> WHAT IS REQUIRED:
Repeat the listing below in full and exactly. Pictures are to be omitted.

> MATERIALS PROVIDED:
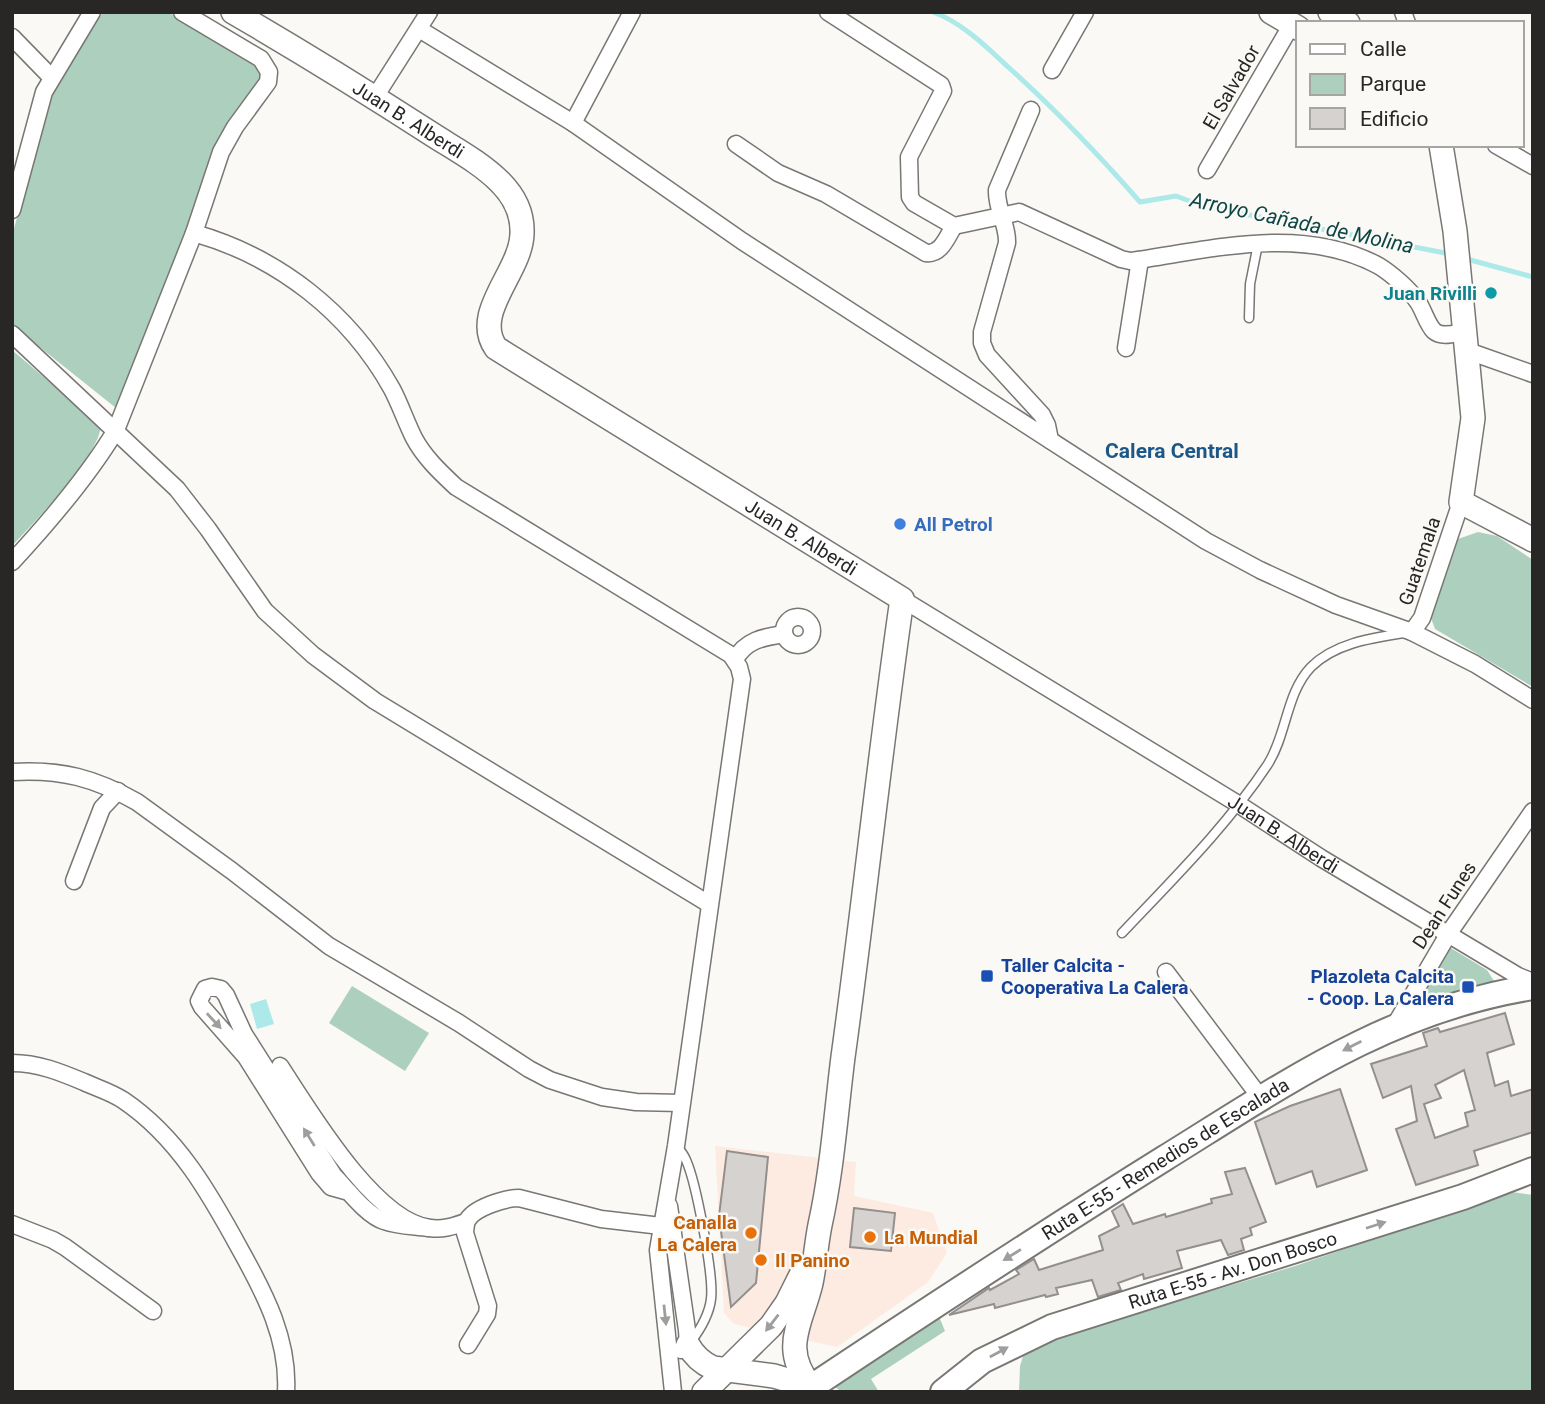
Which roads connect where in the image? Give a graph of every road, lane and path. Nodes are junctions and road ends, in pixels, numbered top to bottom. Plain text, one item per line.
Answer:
1 (92, 12) edge
2 (182, 12) edge
3 (233, 12) edge
4 (429, 12) edge
5 (632, 12) edge
6 (828, 12) edge
7 (1085, 12) edge
8 (1271, 12) edge
9 (1295, 26) edge
10 (419, 29) junction
11 (12, 37) edge
12 (1052, 70) dead end
13 (51, 77) junction
14 (375, 97) junction
15 (1031, 110) dead end
16 (573, 123) junction
17 (736, 144) dead end
18 (1441, 147) edge
19 (1500, 147) edge
20 (1533, 166) edge
21 (1207, 170) dead end
22 (12, 210) edge
23 (1001, 215) junction
24 (954, 226) junction
25 (194, 233) junction
26 (1258, 244) junction
27 (1140, 260) junction
28 (1249, 318) dead end
29 (12, 334) edge
30 (1467, 341) junction
31 (1126, 348) dead end
32 (1533, 374) edge
33 (116, 430) junction
34 (1050, 440) junction
35 (1461, 502) junction
36 (1533, 540) edge
37 (12, 562) edge
38 (902, 599) junction
39 (1412, 632) junction
40 (784, 634) dead end
41 (735, 660) junction
42 (1533, 700) edge
43 (12, 772) edge
44 (118, 791) junction
45 (1238, 804) junction
46 (1533, 811) edge
47 (74, 881) dead end
48 (709, 904) junction
49 (1122, 933) dead end
50 (1449, 933) junction
51 (1166, 972) dead end
52 (1533, 982) edge
53 (1533, 987) edge
54 (1395, 1025) junction
55 (12, 1063) edge
56 (280, 1066) dead end
57 (1260, 1097) junction
58 (681, 1103) junction
59 (676, 1146) junction
60 (1533, 1170) edge
61 (1521, 1181) edge
62 (349, 1192) junction
63 (667, 1197) junction
64 (466, 1222) junction
65 (12, 1224) edge
66 (661, 1226) junction
67 (428, 1228) junction
68 (33, 1233) junction
69 (12, 1234) edge
70 (817, 1242) junction
71 (153, 1311) dead end
72 (468, 1345) dead end
73 (679, 1351) junction
74 (726, 1370) junction
75 (814, 1388) edge
76 (286, 1392) edge
77 (674, 1392) edge
78 (704, 1392) edge
79 (943, 1392) edge

1 - 13 street
2 - 25 street
3 - 14 street, Juan B. Alberdi
4 - 10 street
5 - 16 street
6 - 24 street
7 - 12 street
8 - 9 street
9 - 21 street, El Salvador
10 - 14 street
10 - 16 street
11 - 13 street
13 - 22 street
14 - 38 street, Juan B. Alberdi
15 - 23 street
16 - 34 street
17 - 24 street
18 - 30 street
19 - 20 street
23 - 24 street
23 - 27 street
23 - 34 street
25 - 33 street
25 - 41 street
26 - 27 street
26 - 28 lane
26 - 30 street
27 - 31 street
29 - 33 street
30 - 32 street
30 - 35 street
33 - 37 street
33 - 48 street
34 - 39 street
35 - 36 street
35 - 39 street, Guatemala
38 - 45 street, Juan B. Alberdi
38 - 70 street
39 - 42 street
39 - 45 lane
40 - 41 street
41 - 48 street
43 - 44 street
44 - 47 street
44 - 58 street
45 - 49 lane
45 - 50 street, Juan B. Alberdi
46 - 50 street, Dean Funes
48 - 58 street
50 - 52 street, Juan B. Alberdi
50 - 54 street, Dean Funes
51 - 57 street
53 - 54 main road, Ruta E-55 - Remedios de Escalada
54 -> 57 main road, Ruta E-55 - Remedios de Escalada
55 - 76 street
56 - 67 street
57 -> 75 main road, Ruta E-55 - Remedios de Escalada
58 - 59 street
59 - 63 street
59 - 73 lane
60 - 61 main road, Ruta E-55 - Av. Don Bosco
79 -> 61 main road, Ruta E-55 - Av. Don Bosco
62 -> 62 street
62 - 67 street
63 - 66 street
63 - 73 street
64 - 66 street
64 - 67 street
64 - 72 street
65 - 68 street
66 -> 73 street
68 - 69 street
68 - 71 street
70 -> 74 street
70 - 75 street
73 - 74 street
73 - 77 street
74 - 75 street
74 - 78 street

> RESPONSE BOX:
Which roads connect where in the image? Give a graph of every road, lane and path. Nodes are junctions and road ends, in pixels, numbered top to bottom. Plain text, one item per line.
Answer:
1 (92, 12) edge
2 (182, 12) edge
3 (233, 12) edge
4 (429, 12) edge
5 (632, 12) edge
6 (828, 12) edge
7 (1085, 12) edge
8 (1271, 12) edge
9 (1295, 26) edge
10 (419, 29) junction
11 (12, 37) edge
12 (1052, 70) dead end
13 (51, 77) junction
14 (375, 97) junction
15 (1031, 110) dead end
16 (573, 123) junction
17 (736, 144) dead end
18 (1441, 147) edge
19 (1500, 147) edge
20 (1533, 166) edge
21 (1207, 170) dead end
22 (12, 210) edge
23 (1001, 215) junction
24 (954, 226) junction
25 (194, 233) junction
26 (1258, 244) junction
27 (1140, 260) junction
28 (1249, 318) dead end
29 (12, 334) edge
30 (1467, 341) junction
31 (1126, 348) dead end
32 (1533, 374) edge
33 (116, 430) junction
34 (1050, 440) junction
35 (1461, 502) junction
36 (1533, 540) edge
37 (12, 562) edge
38 (902, 599) junction
39 (1412, 632) junction
40 (784, 634) dead end
41 (735, 660) junction
42 (1533, 700) edge
43 (12, 772) edge
44 (118, 791) junction
45 (1238, 804) junction
46 (1533, 811) edge
47 (74, 881) dead end
48 (709, 904) junction
49 (1122, 933) dead end
50 (1449, 933) junction
51 (1166, 972) dead end
52 (1533, 982) edge
53 (1533, 987) edge
54 (1395, 1025) junction
55 (12, 1063) edge
56 (280, 1066) dead end
57 (1260, 1097) junction
58 (681, 1103) junction
59 (676, 1146) junction
60 (1533, 1170) edge
61 (1521, 1181) edge
62 (349, 1192) junction
63 (667, 1197) junction
64 (466, 1222) junction
65 (12, 1224) edge
66 (661, 1226) junction
67 (428, 1228) junction
68 (33, 1233) junction
69 (12, 1234) edge
70 (817, 1242) junction
71 (153, 1311) dead end
72 (468, 1345) dead end
73 (679, 1351) junction
74 (726, 1370) junction
75 (814, 1388) edge
76 (286, 1392) edge
77 (674, 1392) edge
78 (704, 1392) edge
79 (943, 1392) edge

1 - 13 street
2 - 25 street
3 - 14 street, Juan B. Alberdi
4 - 10 street
5 - 16 street
6 - 24 street
7 - 12 street
8 - 9 street
9 - 21 street, El Salvador
10 - 14 street
10 - 16 street
11 - 13 street
13 - 22 street
14 - 38 street, Juan B. Alberdi
15 - 23 street
16 - 34 street
17 - 24 street
18 - 30 street
19 - 20 street
23 - 24 street
23 - 27 street
23 - 34 street
25 - 33 street
25 - 41 street
26 - 27 street
26 - 28 lane
26 - 30 street
27 - 31 street
29 - 33 street
30 - 32 street
30 - 35 street
33 - 37 street
33 - 48 street
34 - 39 street
35 - 36 street
35 - 39 street, Guatemala
38 - 45 street, Juan B. Alberdi
38 - 70 street
39 - 42 street
39 - 45 lane
40 - 41 street
41 - 48 street
43 - 44 street
44 - 47 street
44 - 58 street
45 - 49 lane
45 - 50 street, Juan B. Alberdi
46 - 50 street, Dean Funes
48 - 58 street
50 - 52 street, Juan B. Alberdi
50 - 54 street, Dean Funes
51 - 57 street
53 - 54 main road, Ruta E-55 - Remedios de Escalada
54 -> 57 main road, Ruta E-55 - Remedios de Escalada
55 - 76 street
56 - 67 street
57 -> 75 main road, Ruta E-55 - Remedios de Escalada
58 - 59 street
59 - 63 street
59 - 73 lane
60 - 61 main road, Ruta E-55 - Av. Don Bosco
79 -> 61 main road, Ruta E-55 - Av. Don Bosco
62 -> 62 street
62 - 67 street
63 - 66 street
63 - 73 street
64 - 66 street
64 - 67 street
64 - 72 street
65 - 68 street
66 -> 73 street
68 - 69 street
68 - 71 street
70 -> 74 street
70 - 75 street
73 - 74 street
73 - 77 street
74 - 75 street
74 - 78 street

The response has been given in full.